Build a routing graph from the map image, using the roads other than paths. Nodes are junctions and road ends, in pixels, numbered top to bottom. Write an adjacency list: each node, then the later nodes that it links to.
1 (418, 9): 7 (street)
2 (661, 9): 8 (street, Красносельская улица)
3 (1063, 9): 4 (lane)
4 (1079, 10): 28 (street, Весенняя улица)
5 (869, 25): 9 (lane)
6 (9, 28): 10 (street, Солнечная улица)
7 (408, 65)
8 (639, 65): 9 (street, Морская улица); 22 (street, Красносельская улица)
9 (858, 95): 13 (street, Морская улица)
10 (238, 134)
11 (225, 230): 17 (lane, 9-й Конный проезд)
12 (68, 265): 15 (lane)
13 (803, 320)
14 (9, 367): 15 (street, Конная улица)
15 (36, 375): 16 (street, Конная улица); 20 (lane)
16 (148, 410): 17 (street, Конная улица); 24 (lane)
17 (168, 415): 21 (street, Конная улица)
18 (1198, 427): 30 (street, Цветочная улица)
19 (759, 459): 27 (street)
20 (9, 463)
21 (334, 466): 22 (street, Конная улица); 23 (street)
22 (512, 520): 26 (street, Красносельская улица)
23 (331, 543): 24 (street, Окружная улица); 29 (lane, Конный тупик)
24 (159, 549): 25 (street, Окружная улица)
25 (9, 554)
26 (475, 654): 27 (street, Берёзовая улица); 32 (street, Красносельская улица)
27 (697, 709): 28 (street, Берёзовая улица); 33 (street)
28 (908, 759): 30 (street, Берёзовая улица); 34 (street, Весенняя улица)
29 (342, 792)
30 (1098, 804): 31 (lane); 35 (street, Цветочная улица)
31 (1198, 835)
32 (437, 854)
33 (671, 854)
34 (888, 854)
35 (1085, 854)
..........
- Task goal -
Exact copies of all entries are what's needed here.

- Answer area -
Build a routing graph from the map image, using the roads other than paths. Nodes are junctions and road ends, in pixels, numbered top to bottom. Write an adjacency list: each node, then the later nodes that it links to.
1 (418, 9): 7 (street)
2 (661, 9): 8 (street, Красносельская улица)
3 (1063, 9): 4 (lane)
4 (1079, 10): 28 (street, Весенняя улица)
5 (869, 25): 9 (lane)
6 (9, 28): 10 (street, Солнечная улица)
7 (408, 65)
8 (639, 65): 9 (street, Морская улица); 22 (street, Красносельская улица)
9 (858, 95): 13 (street, Морская улица)
10 (238, 134)
11 (225, 230): 17 (lane, 9-й Конный проезд)
12 (68, 265): 15 (lane)
13 (803, 320)
14 (9, 367): 15 (street, Конная улица)
15 (36, 375): 16 (street, Конная улица); 20 (lane)
16 (148, 410): 17 (street, Конная улица); 24 (lane)
17 (168, 415): 21 (street, Конная улица)
18 (1198, 427): 30 (street, Цветочная улица)
19 (759, 459): 27 (street)
20 (9, 463)
21 (334, 466): 22 (street, Конная улица); 23 (street)
22 (512, 520): 26 (street, Красносельская улица)
23 (331, 543): 24 (street, Окружная улица); 29 (lane, Конный тупик)
24 (159, 549): 25 (street, Окружная улица)
25 (9, 554)
26 (475, 654): 27 (street, Берёзовая улица); 32 (street, Красносельская улица)
27 (697, 709): 28 (street, Берёзовая улица); 33 (street)
28 (908, 759): 30 (street, Берёзовая улица); 34 (street, Весенняя улица)
29 (342, 792)
30 (1098, 804): 31 (lane); 35 (street, Цветочная улица)
31 (1198, 835)
32 (437, 854)
33 (671, 854)
34 (888, 854)
35 (1085, 854)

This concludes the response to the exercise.